Après avoir lu le compte rendu de ces belles intentions visant à protéger notre patrimoine littéraire et poétique de ces indignes humains qui prétendent savourer la beauté de l'esprit sans débourser un centime, il est temps de relire ces deux citations de Victor Hugo concernant le sujet de la protection des "oeuvres de l'esprit" :
Le livre, comme livre, appartient à l'auteur, mais comme pensée, il appartient - le mot n'est pas trop vaste - au genre humain. Toutes les intelligences y ont droit. Si l'un des deux droits, le droit de l'écrivain et le droit de l'esprit humain, devait être sacrifié, ce serait, certes, le droit de l'écrivain, car l'intérêt public est notre préoccupation unique, et tous, je le déclare, doivent passer avant nous.

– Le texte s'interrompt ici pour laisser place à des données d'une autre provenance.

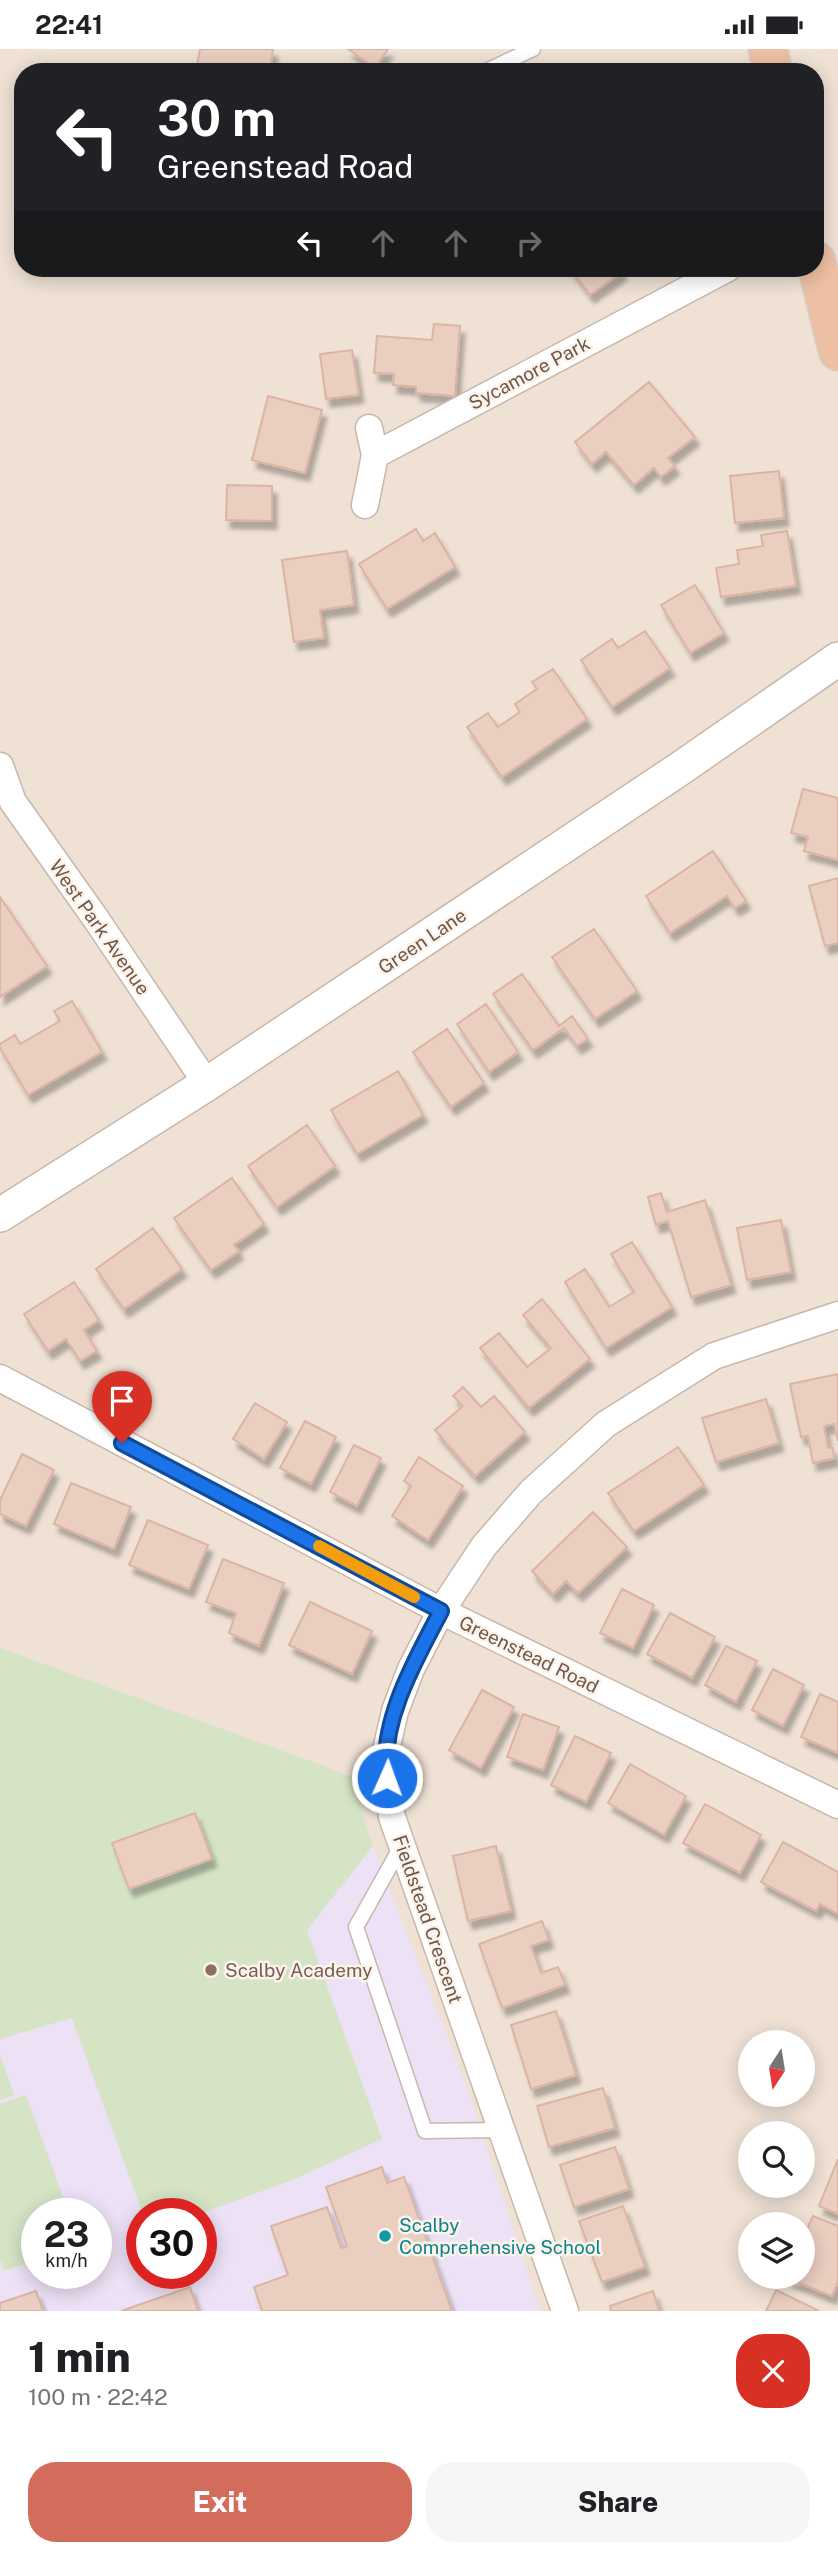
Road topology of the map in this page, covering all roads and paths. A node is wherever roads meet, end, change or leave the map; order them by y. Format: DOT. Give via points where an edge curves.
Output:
graph roads {
  1 [pos="533,49"];
  2 [pos="503,63"];
  3 [pos="711,277"];
  4 [pos="820,277"];
  5 [pos="838,351"];
  6 [pos="369,428"];
  7 [pos="375,455"];
  8 [pos="365,505"];
  9 [pos="838,659"];
  10 [pos="0,766"];
  11 [pos="207,1084"];
  12 [pos="0,1215"];
  13 [pos="838,1315"];
  14 [pos="0,1378"];
  15 [pos="441,1611"];
  16 [pos="838,1805"];
  17 [pos="402,1845"];
  18 [pos="502,2130"];
  19 [pos="565,2311"];
  1 -- 2 [label="lane"];
  3 -- 7 [label="street, Sycamore Park"];
  4 -- 5 [label="highway"];
  6 -- 7 [label="street"];
  7 -- 8 [label="street"];
  9 -- 11 [label="street, Green Lane"];
  10 -- 11 [label="street, West Park Avenue" via="13,802"];
  11 -- 12 [label="street, Green Lane"];
  13 -- 15 [label="street, Fieldstead Crescent" via="714,1356 606,1424 531,1492 484,1546"];
  14 -- 15 [label="street, Greenstead Road"];
  15 -- 16 [label="street, Greenstead Road"];
  15 -- 17 [label="street, Fieldstead Crescent" via="411,1669 384,1759 392,1817"];
  17 -- 18 [label="street, Fieldstead Crescent"];
  17 -- 18 [label="lane" via="356,1927 425,2131"];
  18 -- 19 [label="street, Fieldstead Crescent"];
}
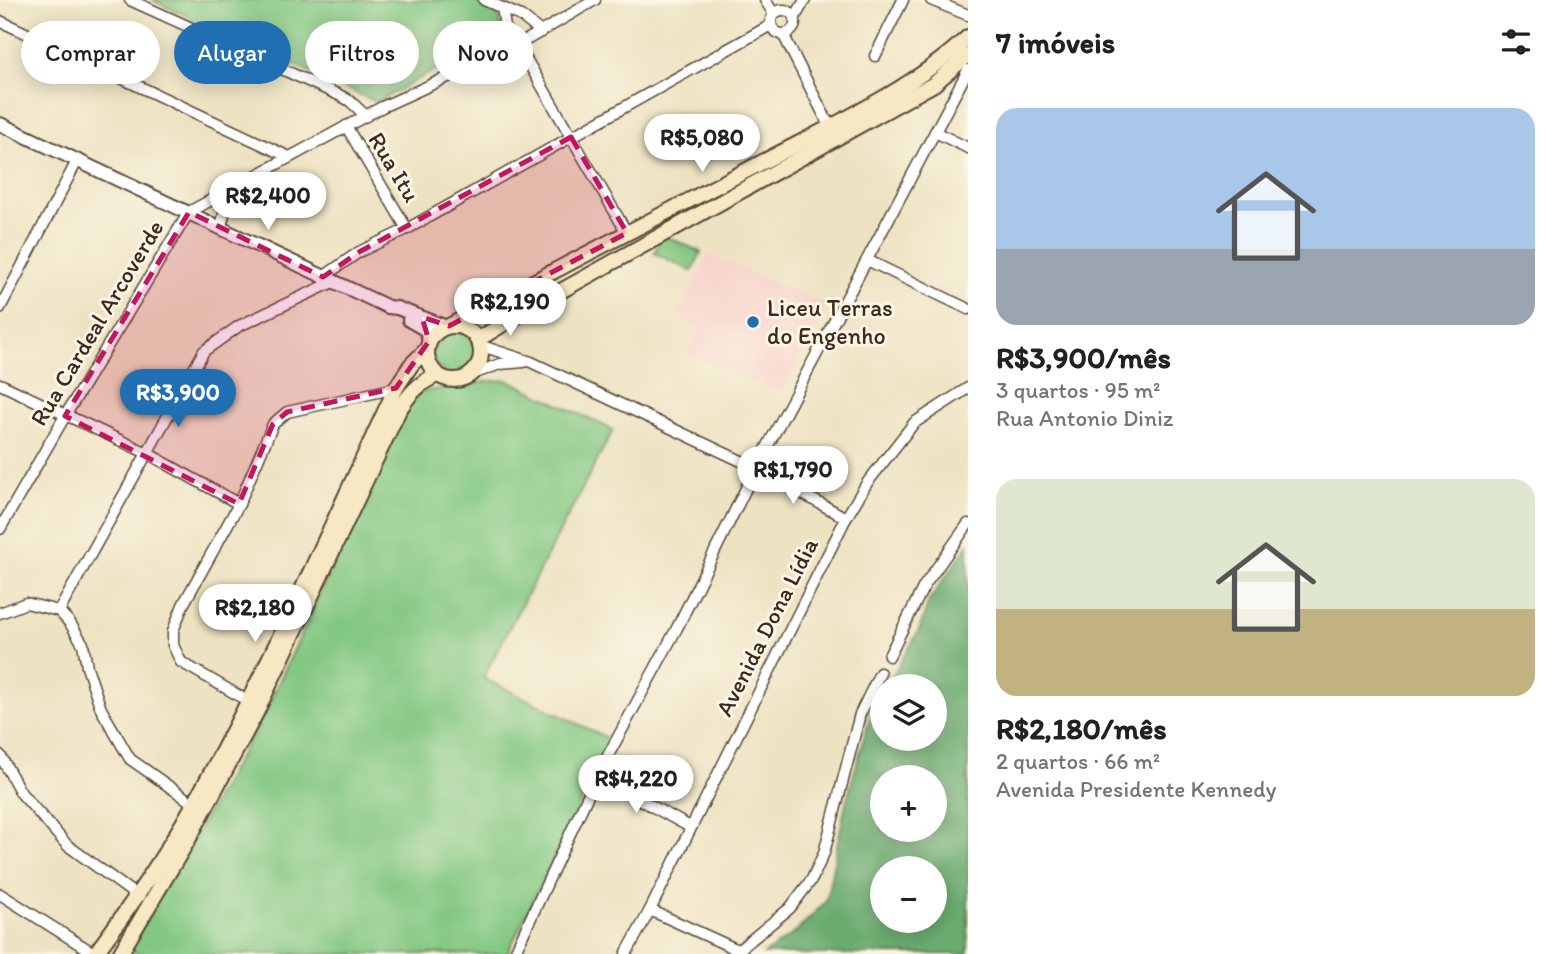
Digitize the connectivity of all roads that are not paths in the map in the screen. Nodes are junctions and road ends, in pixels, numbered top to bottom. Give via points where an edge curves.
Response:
1 (130, 0) edge
2 (484, 0) edge
3 (595, 0) edge
4 (765, 0) edge
5 (805, 0) edge
6 (903, 0) edge
7 (931, 0) edge
8 (502, 8) junction
9 (968, 15) edge
10 (794, 17) junction
11 (772, 19) junction
12 (0, 20) edge
13 (504, 21) edge
14 (541, 32) junction
15 (783, 34) junction
16 (533, 36) edge
17 (968, 37) edge
18 (968, 55) edge
19 (875, 56) dead end
20 (533, 70) edge
21 (968, 70) edge
22 (434, 84) edge
23 (366, 116) junction
24 (0, 124) edge
25 (346, 126) junction
26 (830, 127) junction
27 (935, 132) junction
28 (571, 137) junction
29 (968, 148) edge
30 (289, 157) junction
31 (77, 161) junction
32 (262, 171) junction
33 (189, 212) junction
34 (221, 227) junction
35 (407, 229) junction
36 (627, 233) junction
37 (867, 260) junction
38 (328, 280) junction
39 (388, 307) junction
40 (0, 308) edge
41 (968, 309) edge
42 (448, 327) junction
43 (478, 342) junction
44 (428, 346) junction
45 (531, 362) junction
46 (437, 375) junction
47 (470, 375) junction
48 (0, 384) edge
49 (396, 388) junction
50 (968, 388) edge
51 (65, 416) junction
52 (147, 453) junction
53 (756, 468) junction
54 (239, 503) junction
55 (846, 518) junction
56 (968, 524) edge
57 (0, 529) edge
58 (59, 611) junction
59 (0, 613) edge
60 (889, 656) dead end
61 (880, 673) dead end
62 (248, 701) junction
63 (0, 755) edge
64 (597, 776) junction
65 (194, 804) junction
66 (690, 827) junction
67 (0, 894) edge
68 (137, 897) junction
69 (650, 910) junction
70 (736, 952) edge
71 (95, 954) edge
72 (120, 954) edge
73 (514, 954) edge
74 (626, 954) edge

1 - 23 street via 341,96
2 - 8 street
3 - 14 street
4 - 11 street
5 - 10 street
6 - 19 street
7 - 9 street
8 - 13 street
8 - 14 street
10 - 11 street via 785,9
10 - 15 street via 793,29
11 - 15 street via 775,31
11 - 28 street
12 - 30 street
14 - 16 street
15 - 26 street
17 - 26 main road via 925,72
18 - 43 main road via 934,84 490,330
20 - 28 street
21 - 27 street
22 - 23 street
23 - 25 street
24 - 31 street
25 - 30 street
25 - 35 street, Rua Itu
26 - 36 main road
27 - 29 street
27 - 37 street
28 - 35 street
28 - 36 street
30 - 32 street
31 - 33 street
31 - 40 street
32 - 33 street
32 - 34 street via 232,193
33 - 34 street
33 - 51 street, Rua Cardeal Arcoverde
34 - 38 street
35 - 38 street via 359,251
36 - 42 main road
37 - 41 street
37 - 53 street
38 - 39 street
38 - 52 street via 239,326 204,351
39 - 42 street
39 - 44 street via 426,330
42 - 43 main road via 466,329
42 - 44 main road via 434,334
43 - 45 street
43 - 47 main road via 481,358
44 - 46 main road via 431,368
44 - 49 main road
45 - 47 street via 500,364
45 - 53 street
46 - 47 main road via 455,380
46 - 72 main road via 421,382 399,410 256,713
48 - 51 street
49 - 54 street via 287,412 273,424
49 - 62 main road
50 - 55 street, Avenida Dona Lídia via 915,424 867,483
51 - 52 street
51 - 57 street, Rua Cardeal Arcoverde
52 - 54 street
52 - 58 street
53 - 55 street
53 - 64 street
54 - 62 street via 183,605 173,645 181,662
55 - 66 street, Avenida Dona Lídia
56 - 60 street via 924,586
58 - 59 street via 26,604
58 - 65 street via 83,644 101,709 130,759
61 - 70 street via 860,714 824,853 812,879 790,908
62 - 65 main road
63 - 68 street via 21,793 67,845
64 - 66 street
64 - 73 street
65 - 68 main road
66 - 69 street, Avenida Dona Lídia
67 - 71 street
68 - 71 main road
69 - 70 street
69 - 74 street, Avenida Dona Lídia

Avant la publication, l’auteur a un droit incontestable et illimité. Mais dès que l’oeuvre est publiée, l’auteur n’en est plus le maître. C’est alors l’autre personnage qui s’en empare. Appelez-le du nom que vous voudrez : esprit humain, domaine public, société. C’est ce personnage-là qui dit : “je suis là, je prends cette oeuvre, j’en fais ce que je crois devoir en faire, moi, esprit humain ; je la possède, elle est à moi désormais”.
Un fait plutôt amusant, Gallimard publie les poèmes de Victor Hugo...
Pour conclure cette chronique, je précise que, bien que sociétaire de la Sacem (société des auteurs, compositeurs et éditeurs de musique), toutes les musiques originales (donc composées par mes soins...) publiées sur ce blog ne sont ni déposées ni protégées, et que quiconque peut en faire ce qu'il veut. A bon entendeur...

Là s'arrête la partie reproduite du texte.